His musicals are often built around a brilliant central concept: the musical as kabuki (Pacific Overtures); the chronologically ‘backwards’ narrative of Merrily We Roll Along; or, in this case, fairy talesHe’s interested in narrative structure, and in how stories are told as much as the content, since stories are subjective reinterpretations of what happened: how they are told reshapes reality.  (What is truer?  The event or the memory—the story one tells?  Can an event take place without someone in a tree to observe and remember it?  And how does that affect how people live?)  The audience is expected to appreciate this ingenuity on an aesthetic level, as connoisseurs.  (Sondheim is a man who likes puzzles; he co-wrote The Last of Sheila, which is almost pure Ellery Queen with its multiple solutions and linguistic clues, while the detective writer of Sleuth is partly based on him.)

If we accept Schiller’s division of writers into the naïve (natural, unselfconscious, unmeditative, writing only from inspiration) and the sentimental (conscious, meditative, calculating and craftsmanlike), Sondheim is unquestionably the latter.  But there is nothing sentimental (in the modern sense) about his work.  Instead of the simple big emotions of a Lloyd Webber crowd-pleaser, Sondheim’s emotional world is complex and nuanced: adult.  His characters are individuals, introspective sophisticates who dissect their emotions, and grapple with adult issues: love, lovelessness, vulnerability, regret, longing for the past.

One of the masterstrokes of Into the Woods is that these adult emotions are placed in the fairy tale, one of the most simple—or at least non-complex and unthreatening—forms; certainly in its Disney iteration, which is well-crafted superior entertainment, but often lacks complex characterisation or themes.  Hence the howls of outrage from IMDB reviewers who went into the cinema expecting a Disney movie and got Sondheim instead.  There’s not a happy ending!  It’s immoral!  It encourages moral relativism!

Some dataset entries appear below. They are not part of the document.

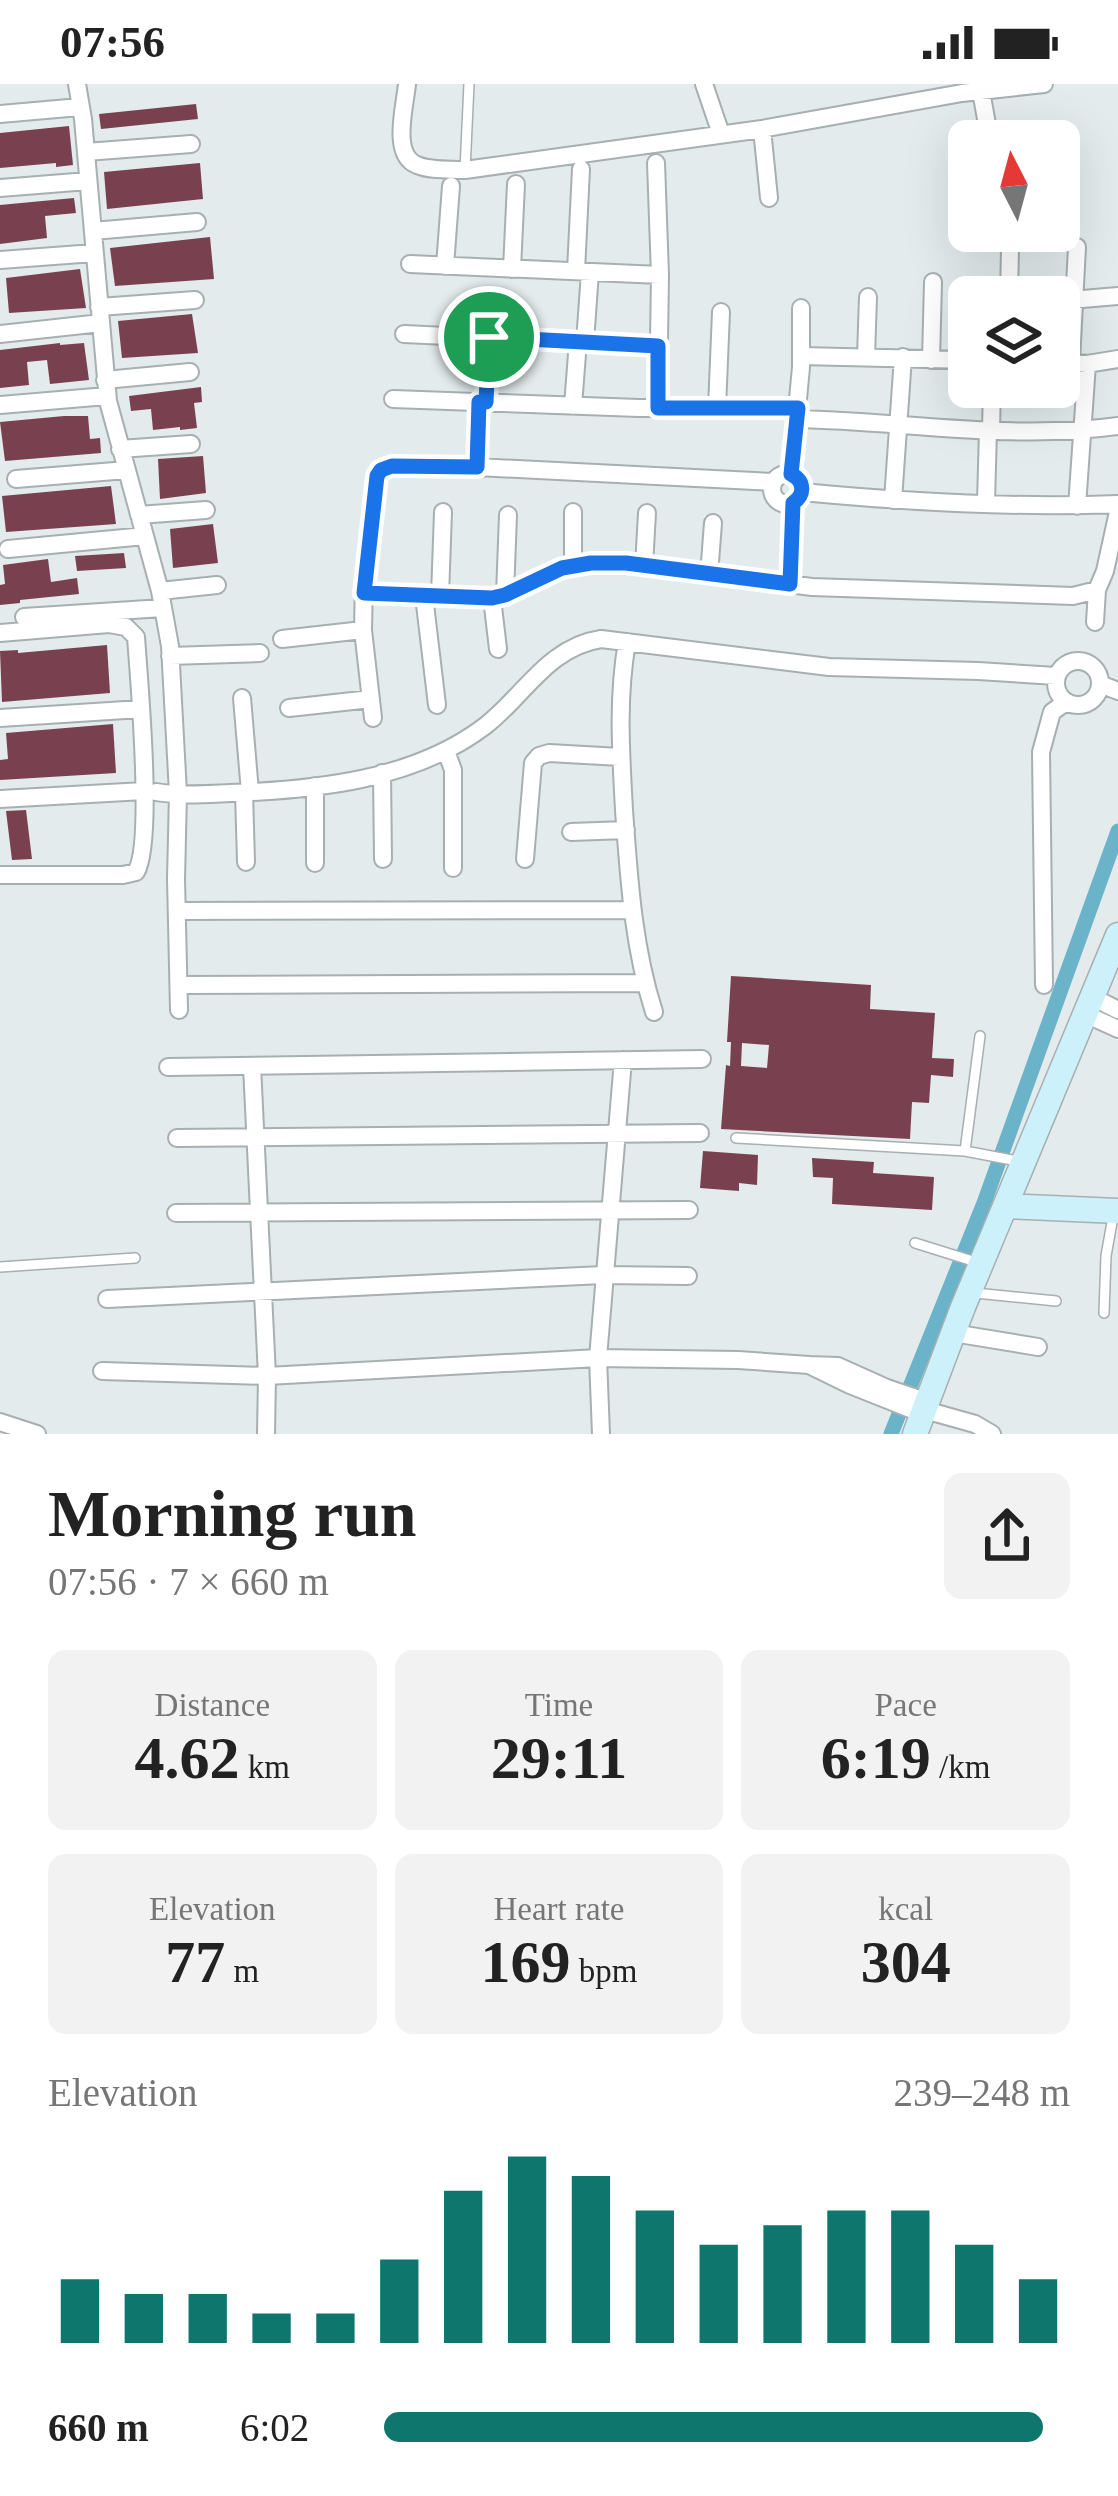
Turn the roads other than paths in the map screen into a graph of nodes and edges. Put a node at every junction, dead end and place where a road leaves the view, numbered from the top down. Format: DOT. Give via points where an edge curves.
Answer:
graph roads {
  1 [pos="76,84"];
  2 [pos="407,84"];
  3 [pos="469,84"];
  4 [pos="704,84"];
  5 [pos="1044,84"];
  6 [pos="930,91"];
  7 [pos="980,91"];
  8 [pos="80,106"];
  9 [pos="0,114"];
  10 [pos="986,120"];
  11 [pos="762,129"];
  12 [pos="722,134"];
  13 [pos="190,144"];
  14 [pos="86,152"];
  15 [pos="656,163"];
  16 [pos="581,169"];
  17 [pos="466,170"];
  18 [pos="88,181"];
  19 [pos="516,184"];
  20 [pos="451,186"];
  21 [pos="0,188"];
  22 [pos="769,198"];
  23 [pos="196,222"];
  24 [pos="93,231"];
  25 [pos="94,253"];
  26 [pos="0,260"];
  27 [pos="410,264"];
  28 [pos="445,266"];
  29 [pos="512,268"];
  30 [pos="583,272"];
  31 [pos="661,275"];
  32 [pos="933,282"];
  33 [pos="1118,296"];
  34 [pos="868,297"];
  35 [pos="195,300"];
  36 [pos="1080,300"];
  37 [pos="801,308"];
  38 [pos="721,312"];
  39 [pos="100,315"];
  40 [pos="0,334"];
  41 [pos="404,334"];
  42 [pos="489,337"];
  43 [pos="582,342"];
  44 [pos="658,346"];
  45 [pos="801,356"];
  46 [pos="866,356"];
  47 [pos="903,357"];
  48 [pos="931,359"];
  49 [pos="948,359"];
  50 [pos="1118,359"];
  51 [pos="1080,361"];
  52 [pos="190,372"];
  53 [pos="106,388"];
  54 [pos="392,400"];
  55 [pos="483,402"];
  56 [pos="0,405"];
  57 [pos="573,406"];
  58 [pos="658,408"];
  59 [pos="717,408"];
  60 [pos="991,408"];
  61 [pos="1078,408"];
  62 [pos="797,414"];
  63 [pos="899,425"];
  64 [pos="1118,425"];
  65 [pos="989,430"];
  66 [pos="1081,431"];
  67 [pos="190,444"];
  68 [pos="120,449"];
  69 [pos="477,467"];
  70 [pos="127,470"];
  71 [pos="791,474"];
  72 [pos="16,479"];
  73 [pos="773,482"];
  74 [pos="797,498"];
  75 [pos="893,500"];
  76 [pos="986,503"];
  77 [pos="1077,506"];
  78 [pos="1118,508"];
  79 [pos="206,511"];
  80 [pos="443,512"];
  81 [pos="573,512"];
  82 [pos="647,513"];
  83 [pos="139,515"];
  84 [pos="508,515"];
  85 [pos="713,523"];
  86 [pos="145,536"];
  87 [pos="8,549"];
  88 [pos="573,566"];
  89 [pos="644,566"];
  90 [pos="709,575"];
  91 [pos="790,584"];
  92 [pos="218,585"];
  93 [pos="1097,590"];
  94 [pos="364,593"];
  95 [pos="432,596"];
  96 [pos="499,596"];
  97 [pos="161,600"];
  98 [pos="24,617"];
  99 [pos="1095,622"];
  100 [pos="363,630"];
  101 [pos="0,633"];
  102 [pos="282,640"];
  103 [pos="627,642"];
  104 [pos="498,649"];
  105 [pos="260,653"];
  106 [pos="170,656"];
  107 [pos="1056,676"];
  108 [pos="1109,688"];
  109 [pos="242,698"];
  110 [pos="1066,702"];
  111 [pos="437,705"];
  112 [pos="289,708"];
  113 [pos="141,709"];
  114 [pos="0,718"];
  115 [pos="446,751"];
  116 [pos="620,757"];
  117 [pos="382,773"];
  118 [pos="315,786"];
  119 [pos="150,791"];
  120 [pos="247,792"];
  121 [pos="178,794"];
  122 [pos="0,799"];
  123 [pos="626,830"];
  124 [pos="571,832"];
  125 [pos="383,859"];
  126 [pos="525,859"];
  127 [pos="246,862"];
  128 [pos="315,863"];
  129 [pos="453,868"];
  130 [pos="0,875"];
  131 [pos="632,910"];
  132 [pos="178,911"];
  133 [pos="1118,934"];
  134 [pos="645,983"];
  135 [pos="179,985"];
  136 [pos="1044,985"];
  137 [pos="1088,1005"];
  138 [pos="179,1010"];
  139 [pos="1118,1010"];
  140 [pos="654,1012"];
  141 [pos="1118,1029"];
  142 [pos="980,1036"];
  143 [pos="702,1059"];
  144 [pos="623,1060"];
  145 [pos="252,1066"];
  146 [pos="169,1067"];
  147 [pos="615,1133"];
  148 [pos="700,1133"];
  149 [pos="253,1136"];
  150 [pos="177,1138"];
  151 [pos="736,1138"];
  152 [pos="970,1152"];
  153 [pos="1018,1161"];
  154 [pos="1006,1206"];
  155 [pos="609,1209"];
  156 [pos="689,1210"];
  157 [pos="1116,1211"];
  158 [pos="257,1212"];
  159 [pos="176,1213"];
  160 [pos="914,1243"];
  161 [pos="135,1258"];
  162 [pos="978,1263"];
  163 [pos="0,1267"];
  164 [pos="603,1275"];
  165 [pos="688,1276"];
  166 [pos="262,1290"];
  167 [pos="969,1293"];
  168 [pos="107,1299"];
  169 [pos="1056,1301"];
  170 [pos="1104,1313"];
  171 [pos="953,1334"];
  172 [pos="1038,1347"];
  173 [pos="598,1358"];
  174 [pos="103,1371"];
  175 [pos="267,1376"];
  176 [pos="921,1416"];
  177 [pos="0,1422"];
  178 [pos="37,1434"];
  179 [pos="266,1434"];
  180 [pos="601,1434"];
  181 [pos="992,1434"];
  1 -- 8 [label="street"];
  2 -- 17 [label="street" via="401,148 410,162"];
  3 -- 17 [label="lane"];
  4 -- 12 [label="street"];
  5 -- 7 [label="street"];
  6 -- 7 [label="street"];
  6 -- 11 [label="street"];
  7 -- 10 [label="street"];
  8 -- 9 [label="street"];
  8 -- 14 [label="street"];
  11 -- 12 [label="street"];
  11 -- 22 [label="street"];
  12 -- 17 [label="street"];
  13 -- 14 [label="street"];
  14 -- 18 [label="street"];
  15 -- 31 [label="street"];
  16 -- 30 [label="street"];
  18 -- 21 [label="street"];
  18 -- 24 [label="street"];
  19 -- 29 [label="street"];
  20 -- 28 [label="street"];
  23 -- 24 [label="street"];
  24 -- 25 [label="street"];
  25 -- 26 [label="street"];
  25 -- 39 [label="street"];
  27 -- 28 [label="street"];
  28 -- 29 [label="street"];
  29 -- 30 [label="street"];
  30 -- 31 [label="street"];
  30 -- 43 [label="street"];
  31 -- 44 [label="street"];
  32 -- 48 [label="street"];
  33 -- 36 [label="street"];
  34 -- 46 [label="street"];
  35 -- 39 [label="street"];
  37 -- 45 [label="street"];
  38 -- 59 [label="street"];
  39 -- 40 [label="street"];
  39 -- 53 [label="street"];
  41 -- 42 [label="street"];
  42 -- 43 [label="street"];
  42 -- 55 [label="street"];
  43 -- 44 [label="street"];
  43 -- 57 [label="street"];
  44 -- 58 [label="street"];
  45 -- 46 [label="street"];
  45 -- 62 [label="street"];
  46 -- 47 [label="street"];
  47 -- 48 [label="street"];
  47 -- 63 [label="street"];
  48 -- 49 [label="street"];
  50 -- 51 [label="street"];
  52 -- 53 [label="street"];
  53 -- 56 [label="street"];
  53 -- 68 [label="street"];
  54 -- 55 [label="street"];
  55 -- 57 [label="street"];
  55 -- 69 [label="street"];
  57 -- 58 [label="street"];
  58 -- 59 [label="street"];
  59 -- 62 [label="street"];
  60 -- 65 [label="street"];
  61 -- 66 [label="street"];
  62 -- 63 [label="street"];
  62 -- 71 [label="street"];
  63 -- 65 [label="street"];
  63 -- 75 [label="street"];
  64 -- 66 [label="street"];
  65 -- 66 [label="street"];
  65 -- 76 [label="street"];
  66 -- 77 [label="street"];
  67 -- 68 [label="street"];
  68 -- 70 [label="street"];
  69 -- 73 [label="street"];
  69 -- 94 [label="street" via="381,470"];
  70 -- 72 [label="street"];
  70 -- 83 [label="street"];
  71 -- 73 [label="street"];
  71 -- 74 [label="street" via="801,483"];
  73 -- 74 [label="street" via="777,501"];
  74 -- 75 [label="street"];
  74 -- 91 [label="street"];
  75 -- 76 [label="street"];
  76 -- 77 [label="street"];
  77 -- 78 [label="street"];
  78 -- 93 [label="street"];
  79 -- 83 [label="street"];
  80 -- 95 [label="street"];
  81 -- 88 [label="street"];
  82 -- 89 [label="street"];
  83 -- 86 [label="street"];
  84 -- 96 [label="street"];
  85 -- 90 [label="street"];
  86 -- 87 [label="street"];
  86 -- 97 [label="street"];
  88 -- 89 [label="street"];
  88 -- 96 [label="street"];
  89 -- 90 [label="street"];
  90 -- 91 [label="street"];
  91 -- 93 [label="street" via="1073,596"];
  92 -- 97 [label="street"];
  93 -- 99 [label="street"];
  94 -- 95 [label="street"];
  94 -- 100 [label="street"];
  95 -- 96 [label="street"];
  95 -- 111 [label="street"];
  96 -- 104 [label="street"];
  97 -- 98 [label="street"];
  97 -- 106 [label="street"];
  100 -- 102 [label="street"];
  100 -- 112 [label="street" via="372,709"];
  101 -- 113 [label="street" via="126,627 136,637"];
  103 -- 107 [label="street" via="829,667"];
  103 -- 115 [label="street" via="590,641 559,655 510,705"];
  103 -- 116 [label="street"];
  105 -- 106 [label="street"];
  106 -- 121 [label="street"];
  107 -- 108 [label="street" via="1068,663 1086,662"];
  107 -- 110 [label="street"];
  108 -- 110 [label="street" via="1092,700"];
  109 -- 120 [label="street"];
  110 -- 136 [label="street" via="1052,712 1041,752"];
  113 -- 114 [label="street"];
  113 -- 119 [label="street"];
  115 -- 117 [label="street"];
  115 -- 129 [label="street"];
  116 -- 123 [label="street"];
  116 -- 126 [label="street" via="539,756"];
  117 -- 118 [label="street"];
  117 -- 125 [label="street"];
  118 -- 120 [label="street"];
  118 -- 128 [label="street"];
  119 -- 121 [label="street"];
  119 -- 122 [label="street"];
  119 -- 130 [label="street" via="136,872"];
  120 -- 121 [label="street"];
  120 -- 127 [label="street"];
  121 -- 132 [label="street"];
  123 -- 124 [label="street"];
  123 -- 131 [label="street"];
  131 -- 132 [label="street"];
  131 -- 134 [label="street"];
  132 -- 135 [label="street"];
  133 -- 137 [label="street"];
  134 -- 135 [label="street"];
  134 -- 140 [label="street"];
  135 -- 138 [label="street"];
  137 -- 139 [label="street"];
  137 -- 141 [label="street"];
  137 -- 153 [label="street"];
  142 -- 152 [label="lane"];
  143 -- 144 [label="street"];
  144 -- 145 [label="street"];
  144 -- 147 [label="street"];
  145 -- 146 [label="street"];
  145 -- 149 [label="street"];
  147 -- 148 [label="street"];
  147 -- 149 [label="street"];
  147 -- 155 [label="street"];
  149 -- 150 [label="street"];
  149 -- 158 [label="street"];
  151 -- 152 [label="lane"];
  152 -- 153 [label="lane"];
  153 -- 154 [label="street"];
  154 -- 157 [label="street"];
  154 -- 162 [label="street"];
  155 -- 156 [label="street"];
  155 -- 158 [label="street"];
  155 -- 164 [label="street"];
  157 -- 170 [label="lane"];
  158 -- 159 [label="street"];
  158 -- 166 [label="street"];
  160 -- 162 [label="lane"];
  161 -- 163 [label="lane"];
  162 -- 167 [label="street"];
  164 -- 165 [label="street"];
  164 -- 166 [label="street"];
  164 -- 173 [label="street"];
  166 -- 168 [label="street"];
  166 -- 175 [label="street"];
  167 -- 169 [label="lane"];
  167 -- 171 [label="street"];
  171 -- 172 [label="street"];
  171 -- 176 [label="street"];
  173 -- 175 [label="street"];
  173 -- 176 [label="street" via="809,1365"];
  173 -- 180 [label="street"];
  174 -- 175 [label="street"];
  175 -- 179 [label="street"];
  176 -- 181 [label="street"];
  177 -- 178 [label="street"];
}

Instead of the black/white morality of Disney, there are no out-and-out goodies or baddies, but flawed people who lie, cheat, and steal, who make mistakes and wrong choices, and whose actions have repercussions and consequences—and what might seem the ‘right’ (the pragmatic or the necessary) action may not be the moral one.  It depends on perspective.

Witches can be right,
Giants can be good.
You decide what’s right,
You decide what’s good.

Just remember:
Someone is on your side.  (Our side.)
Someone else is not.
While we’re seeing our side—
Maybe we forgot:
They are not alone.
No one is alone.

The film is not perfect, but it’s far and away the best adaptation of a Sondheim musical.  The film does suffer from its structure.  In the musical, the two acts are separated by a year: Act II deals with what happens ‘Happily Ever After’, and gives the characters time to become disillusioned; the movie has no intermission or even a break within the film itself.  Moreover, the film lacks the tour de force breaking of the fourth wall at the start of Act II and the Baker’s song ‘No More’, all of which affect character and thematic development.

Now bring on the Disney family friendly Assassins!